What the task asks ▸ Copy each line of the entries that contains the word "Travessa".

== Provided information ==

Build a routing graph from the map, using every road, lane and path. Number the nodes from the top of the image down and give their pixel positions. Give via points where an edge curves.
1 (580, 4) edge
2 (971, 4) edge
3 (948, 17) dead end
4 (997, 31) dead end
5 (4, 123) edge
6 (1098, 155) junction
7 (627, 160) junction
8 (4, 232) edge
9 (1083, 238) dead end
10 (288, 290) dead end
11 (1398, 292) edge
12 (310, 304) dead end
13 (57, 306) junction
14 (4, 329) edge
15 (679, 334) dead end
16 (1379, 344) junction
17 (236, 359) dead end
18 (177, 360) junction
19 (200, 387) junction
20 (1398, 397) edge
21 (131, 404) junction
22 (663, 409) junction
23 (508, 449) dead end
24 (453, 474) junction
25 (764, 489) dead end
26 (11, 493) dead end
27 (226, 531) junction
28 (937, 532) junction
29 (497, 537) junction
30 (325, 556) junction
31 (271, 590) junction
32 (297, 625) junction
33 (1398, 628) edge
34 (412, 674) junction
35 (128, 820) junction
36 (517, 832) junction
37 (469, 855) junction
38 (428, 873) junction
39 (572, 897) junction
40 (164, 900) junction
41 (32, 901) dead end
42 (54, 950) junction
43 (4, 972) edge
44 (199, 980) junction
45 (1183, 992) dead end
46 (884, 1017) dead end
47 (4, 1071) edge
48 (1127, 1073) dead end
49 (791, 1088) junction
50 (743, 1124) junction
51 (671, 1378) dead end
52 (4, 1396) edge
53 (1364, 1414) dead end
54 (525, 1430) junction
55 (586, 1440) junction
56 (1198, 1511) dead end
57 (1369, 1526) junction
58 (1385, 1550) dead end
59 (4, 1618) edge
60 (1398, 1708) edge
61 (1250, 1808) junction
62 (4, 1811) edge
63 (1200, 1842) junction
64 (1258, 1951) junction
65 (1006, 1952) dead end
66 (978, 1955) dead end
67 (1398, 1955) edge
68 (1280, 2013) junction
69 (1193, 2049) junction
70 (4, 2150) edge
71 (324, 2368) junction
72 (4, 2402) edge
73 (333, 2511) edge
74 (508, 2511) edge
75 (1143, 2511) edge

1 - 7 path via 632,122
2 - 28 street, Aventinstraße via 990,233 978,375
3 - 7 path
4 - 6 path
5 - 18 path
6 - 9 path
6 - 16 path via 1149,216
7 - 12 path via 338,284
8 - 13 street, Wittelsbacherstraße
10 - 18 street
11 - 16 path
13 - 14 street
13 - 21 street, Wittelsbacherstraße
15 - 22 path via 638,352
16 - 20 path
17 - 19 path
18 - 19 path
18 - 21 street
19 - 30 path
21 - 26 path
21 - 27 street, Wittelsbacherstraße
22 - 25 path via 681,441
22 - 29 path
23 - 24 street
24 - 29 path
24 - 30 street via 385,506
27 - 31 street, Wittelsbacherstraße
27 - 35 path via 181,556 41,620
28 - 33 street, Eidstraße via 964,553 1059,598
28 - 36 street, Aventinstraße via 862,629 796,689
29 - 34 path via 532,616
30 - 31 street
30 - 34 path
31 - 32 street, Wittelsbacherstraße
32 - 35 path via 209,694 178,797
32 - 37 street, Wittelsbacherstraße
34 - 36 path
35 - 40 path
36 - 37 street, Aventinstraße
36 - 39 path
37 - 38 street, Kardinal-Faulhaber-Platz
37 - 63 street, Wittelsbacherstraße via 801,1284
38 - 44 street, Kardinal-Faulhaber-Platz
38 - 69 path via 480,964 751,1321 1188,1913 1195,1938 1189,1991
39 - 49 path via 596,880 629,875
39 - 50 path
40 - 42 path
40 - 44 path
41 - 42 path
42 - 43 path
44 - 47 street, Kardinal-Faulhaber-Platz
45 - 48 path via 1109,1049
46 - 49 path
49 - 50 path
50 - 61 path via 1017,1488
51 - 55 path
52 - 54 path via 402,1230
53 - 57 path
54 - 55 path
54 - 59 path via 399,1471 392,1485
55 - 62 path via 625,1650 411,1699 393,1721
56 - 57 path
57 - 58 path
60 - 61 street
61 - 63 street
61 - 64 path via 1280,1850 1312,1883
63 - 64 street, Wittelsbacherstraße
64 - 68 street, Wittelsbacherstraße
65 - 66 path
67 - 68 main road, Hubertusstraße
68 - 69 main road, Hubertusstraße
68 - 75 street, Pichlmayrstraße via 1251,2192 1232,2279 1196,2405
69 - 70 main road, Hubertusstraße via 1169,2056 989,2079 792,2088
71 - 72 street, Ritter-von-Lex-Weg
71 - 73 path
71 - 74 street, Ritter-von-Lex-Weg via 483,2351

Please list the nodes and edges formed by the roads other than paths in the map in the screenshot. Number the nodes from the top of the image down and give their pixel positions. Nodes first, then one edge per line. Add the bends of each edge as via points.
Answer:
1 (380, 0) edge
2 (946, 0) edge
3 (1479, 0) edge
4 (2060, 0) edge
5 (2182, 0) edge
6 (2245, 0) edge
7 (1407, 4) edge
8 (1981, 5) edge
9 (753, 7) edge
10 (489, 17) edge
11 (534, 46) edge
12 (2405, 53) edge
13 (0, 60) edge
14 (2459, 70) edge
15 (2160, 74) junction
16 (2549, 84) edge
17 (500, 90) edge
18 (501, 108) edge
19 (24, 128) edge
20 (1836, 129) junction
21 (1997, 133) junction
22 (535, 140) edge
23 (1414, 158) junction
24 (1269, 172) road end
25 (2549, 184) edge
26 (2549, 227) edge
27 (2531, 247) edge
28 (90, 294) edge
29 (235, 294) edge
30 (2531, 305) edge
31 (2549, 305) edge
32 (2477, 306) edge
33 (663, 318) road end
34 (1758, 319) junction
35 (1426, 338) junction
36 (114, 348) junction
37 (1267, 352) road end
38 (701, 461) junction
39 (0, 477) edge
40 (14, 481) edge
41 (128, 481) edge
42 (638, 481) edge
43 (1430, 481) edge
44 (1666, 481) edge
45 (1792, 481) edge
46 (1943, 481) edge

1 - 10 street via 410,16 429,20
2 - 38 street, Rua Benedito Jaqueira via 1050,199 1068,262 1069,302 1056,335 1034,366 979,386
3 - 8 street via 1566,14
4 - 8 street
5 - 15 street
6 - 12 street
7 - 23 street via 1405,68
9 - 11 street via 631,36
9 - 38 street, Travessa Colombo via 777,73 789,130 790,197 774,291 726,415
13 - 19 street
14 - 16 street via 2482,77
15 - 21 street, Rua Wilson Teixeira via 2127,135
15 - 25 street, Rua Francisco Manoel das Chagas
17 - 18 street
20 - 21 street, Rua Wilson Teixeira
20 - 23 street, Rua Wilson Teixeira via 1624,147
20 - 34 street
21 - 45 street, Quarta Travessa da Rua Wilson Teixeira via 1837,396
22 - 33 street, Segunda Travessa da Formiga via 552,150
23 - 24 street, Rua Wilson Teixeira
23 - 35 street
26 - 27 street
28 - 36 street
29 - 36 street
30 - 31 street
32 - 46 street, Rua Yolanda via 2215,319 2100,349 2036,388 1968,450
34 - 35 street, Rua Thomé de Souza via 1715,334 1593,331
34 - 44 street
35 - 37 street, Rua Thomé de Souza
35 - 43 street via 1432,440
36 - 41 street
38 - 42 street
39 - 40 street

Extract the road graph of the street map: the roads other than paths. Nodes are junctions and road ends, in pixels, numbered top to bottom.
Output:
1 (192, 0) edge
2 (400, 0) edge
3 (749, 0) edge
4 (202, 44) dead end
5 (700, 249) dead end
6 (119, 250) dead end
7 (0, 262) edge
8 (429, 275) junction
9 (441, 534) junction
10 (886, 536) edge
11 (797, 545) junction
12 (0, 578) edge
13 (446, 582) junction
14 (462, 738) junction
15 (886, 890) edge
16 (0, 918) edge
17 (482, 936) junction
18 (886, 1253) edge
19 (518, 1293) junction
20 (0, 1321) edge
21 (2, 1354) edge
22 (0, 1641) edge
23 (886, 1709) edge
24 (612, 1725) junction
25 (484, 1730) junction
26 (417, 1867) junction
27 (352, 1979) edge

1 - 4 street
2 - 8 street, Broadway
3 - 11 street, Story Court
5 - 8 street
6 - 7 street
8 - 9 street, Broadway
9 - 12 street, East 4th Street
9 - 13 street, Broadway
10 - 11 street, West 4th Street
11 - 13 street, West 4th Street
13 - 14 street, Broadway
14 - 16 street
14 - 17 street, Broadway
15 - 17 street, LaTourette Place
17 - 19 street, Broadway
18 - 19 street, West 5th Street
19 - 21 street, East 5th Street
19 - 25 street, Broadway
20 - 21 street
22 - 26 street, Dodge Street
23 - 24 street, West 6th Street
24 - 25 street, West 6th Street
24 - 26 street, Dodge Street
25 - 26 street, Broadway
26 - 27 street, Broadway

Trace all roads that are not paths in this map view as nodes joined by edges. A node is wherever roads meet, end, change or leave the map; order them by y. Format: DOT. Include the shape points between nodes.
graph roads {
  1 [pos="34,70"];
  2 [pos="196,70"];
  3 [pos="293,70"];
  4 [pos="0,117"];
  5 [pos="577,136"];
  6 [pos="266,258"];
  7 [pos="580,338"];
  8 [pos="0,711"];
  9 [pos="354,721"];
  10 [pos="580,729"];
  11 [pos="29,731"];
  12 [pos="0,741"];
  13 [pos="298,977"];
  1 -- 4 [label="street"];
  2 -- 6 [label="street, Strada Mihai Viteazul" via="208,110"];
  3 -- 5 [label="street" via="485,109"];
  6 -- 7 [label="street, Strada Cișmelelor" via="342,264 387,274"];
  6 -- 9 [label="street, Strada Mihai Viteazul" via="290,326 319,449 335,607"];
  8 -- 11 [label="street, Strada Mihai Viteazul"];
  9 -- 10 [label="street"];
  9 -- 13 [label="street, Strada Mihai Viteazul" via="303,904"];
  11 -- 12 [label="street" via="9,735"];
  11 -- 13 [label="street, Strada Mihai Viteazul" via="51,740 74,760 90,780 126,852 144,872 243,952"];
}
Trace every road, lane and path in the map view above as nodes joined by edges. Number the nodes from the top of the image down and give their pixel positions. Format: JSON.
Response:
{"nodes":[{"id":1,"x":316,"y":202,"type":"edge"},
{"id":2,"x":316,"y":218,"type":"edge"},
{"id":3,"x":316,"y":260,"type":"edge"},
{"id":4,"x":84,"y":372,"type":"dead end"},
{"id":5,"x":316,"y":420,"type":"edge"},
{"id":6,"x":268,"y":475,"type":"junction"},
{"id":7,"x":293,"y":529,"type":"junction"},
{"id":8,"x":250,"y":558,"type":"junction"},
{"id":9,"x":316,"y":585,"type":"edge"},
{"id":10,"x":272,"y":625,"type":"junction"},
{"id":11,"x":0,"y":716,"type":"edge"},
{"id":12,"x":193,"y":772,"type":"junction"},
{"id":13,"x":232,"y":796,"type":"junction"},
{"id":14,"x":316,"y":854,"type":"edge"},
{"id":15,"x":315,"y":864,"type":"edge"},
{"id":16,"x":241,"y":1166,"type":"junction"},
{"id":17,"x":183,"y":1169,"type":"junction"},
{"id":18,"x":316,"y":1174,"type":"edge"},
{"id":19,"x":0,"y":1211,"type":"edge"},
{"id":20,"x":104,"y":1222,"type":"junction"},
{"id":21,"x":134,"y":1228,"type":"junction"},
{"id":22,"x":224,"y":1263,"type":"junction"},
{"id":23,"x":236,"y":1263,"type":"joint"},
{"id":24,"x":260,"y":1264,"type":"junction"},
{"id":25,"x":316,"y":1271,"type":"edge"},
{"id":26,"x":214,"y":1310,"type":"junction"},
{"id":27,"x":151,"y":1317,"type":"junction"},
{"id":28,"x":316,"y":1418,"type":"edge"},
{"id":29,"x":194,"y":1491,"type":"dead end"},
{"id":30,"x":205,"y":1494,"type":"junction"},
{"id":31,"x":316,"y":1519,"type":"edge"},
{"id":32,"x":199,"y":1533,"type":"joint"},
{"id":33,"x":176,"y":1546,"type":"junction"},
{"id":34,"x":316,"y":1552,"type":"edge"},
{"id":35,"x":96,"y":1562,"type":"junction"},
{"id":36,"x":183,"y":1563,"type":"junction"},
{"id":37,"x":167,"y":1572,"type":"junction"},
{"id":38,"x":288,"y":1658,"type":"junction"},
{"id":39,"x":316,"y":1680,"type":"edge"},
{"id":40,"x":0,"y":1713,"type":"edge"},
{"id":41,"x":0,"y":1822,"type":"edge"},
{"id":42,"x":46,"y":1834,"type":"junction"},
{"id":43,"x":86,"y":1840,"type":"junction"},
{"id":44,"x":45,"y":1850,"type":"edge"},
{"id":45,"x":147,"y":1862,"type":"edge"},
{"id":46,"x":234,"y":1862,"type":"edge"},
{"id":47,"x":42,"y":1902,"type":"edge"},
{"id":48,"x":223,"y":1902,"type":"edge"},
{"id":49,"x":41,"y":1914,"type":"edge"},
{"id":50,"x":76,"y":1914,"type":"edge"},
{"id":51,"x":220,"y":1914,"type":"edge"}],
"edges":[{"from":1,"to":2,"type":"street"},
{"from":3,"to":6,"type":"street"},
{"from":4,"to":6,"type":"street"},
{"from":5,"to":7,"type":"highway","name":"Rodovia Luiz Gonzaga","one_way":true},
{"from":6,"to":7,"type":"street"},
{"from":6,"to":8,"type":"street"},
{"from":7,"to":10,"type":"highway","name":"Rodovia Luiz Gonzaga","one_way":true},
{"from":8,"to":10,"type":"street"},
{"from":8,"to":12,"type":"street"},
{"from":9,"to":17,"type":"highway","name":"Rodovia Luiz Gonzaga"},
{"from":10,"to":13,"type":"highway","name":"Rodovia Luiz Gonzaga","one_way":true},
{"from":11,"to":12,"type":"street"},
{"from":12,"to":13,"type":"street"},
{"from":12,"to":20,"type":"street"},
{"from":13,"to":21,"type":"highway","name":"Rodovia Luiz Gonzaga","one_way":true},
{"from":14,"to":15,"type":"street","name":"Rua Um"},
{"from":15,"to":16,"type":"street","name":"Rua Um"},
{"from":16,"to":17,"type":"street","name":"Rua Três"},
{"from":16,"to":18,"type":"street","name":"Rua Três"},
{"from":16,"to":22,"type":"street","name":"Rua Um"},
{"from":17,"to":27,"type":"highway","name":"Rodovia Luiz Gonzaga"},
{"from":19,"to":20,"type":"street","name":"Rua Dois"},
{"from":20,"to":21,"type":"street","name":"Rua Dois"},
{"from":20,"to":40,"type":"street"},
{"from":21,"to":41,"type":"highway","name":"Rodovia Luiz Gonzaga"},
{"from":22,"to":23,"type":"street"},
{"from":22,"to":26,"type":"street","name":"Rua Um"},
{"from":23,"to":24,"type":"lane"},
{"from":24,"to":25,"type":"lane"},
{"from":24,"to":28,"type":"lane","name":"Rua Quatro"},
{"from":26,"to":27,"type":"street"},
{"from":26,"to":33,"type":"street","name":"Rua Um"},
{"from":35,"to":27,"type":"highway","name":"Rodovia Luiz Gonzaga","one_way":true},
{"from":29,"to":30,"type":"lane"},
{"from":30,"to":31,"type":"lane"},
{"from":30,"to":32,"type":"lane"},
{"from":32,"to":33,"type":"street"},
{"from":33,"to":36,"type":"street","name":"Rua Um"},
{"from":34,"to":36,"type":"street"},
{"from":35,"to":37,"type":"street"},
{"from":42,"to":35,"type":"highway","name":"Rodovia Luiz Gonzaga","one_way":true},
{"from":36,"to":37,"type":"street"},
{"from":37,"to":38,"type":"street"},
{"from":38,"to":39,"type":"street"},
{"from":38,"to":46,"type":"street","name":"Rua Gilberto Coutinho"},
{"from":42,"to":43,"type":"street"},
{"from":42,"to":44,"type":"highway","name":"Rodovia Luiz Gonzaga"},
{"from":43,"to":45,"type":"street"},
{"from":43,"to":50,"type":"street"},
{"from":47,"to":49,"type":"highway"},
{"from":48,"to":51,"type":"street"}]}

===

Answer to the problem ▸
9 - 38 street, Travessa Colombo via 777,73 789,130 790,197 774,291 726,415
21 - 45 street, Quarta Travessa da Rua Wilson Teixeira via 1837,396
22 - 33 street, Segunda Travessa da Formiga via 552,150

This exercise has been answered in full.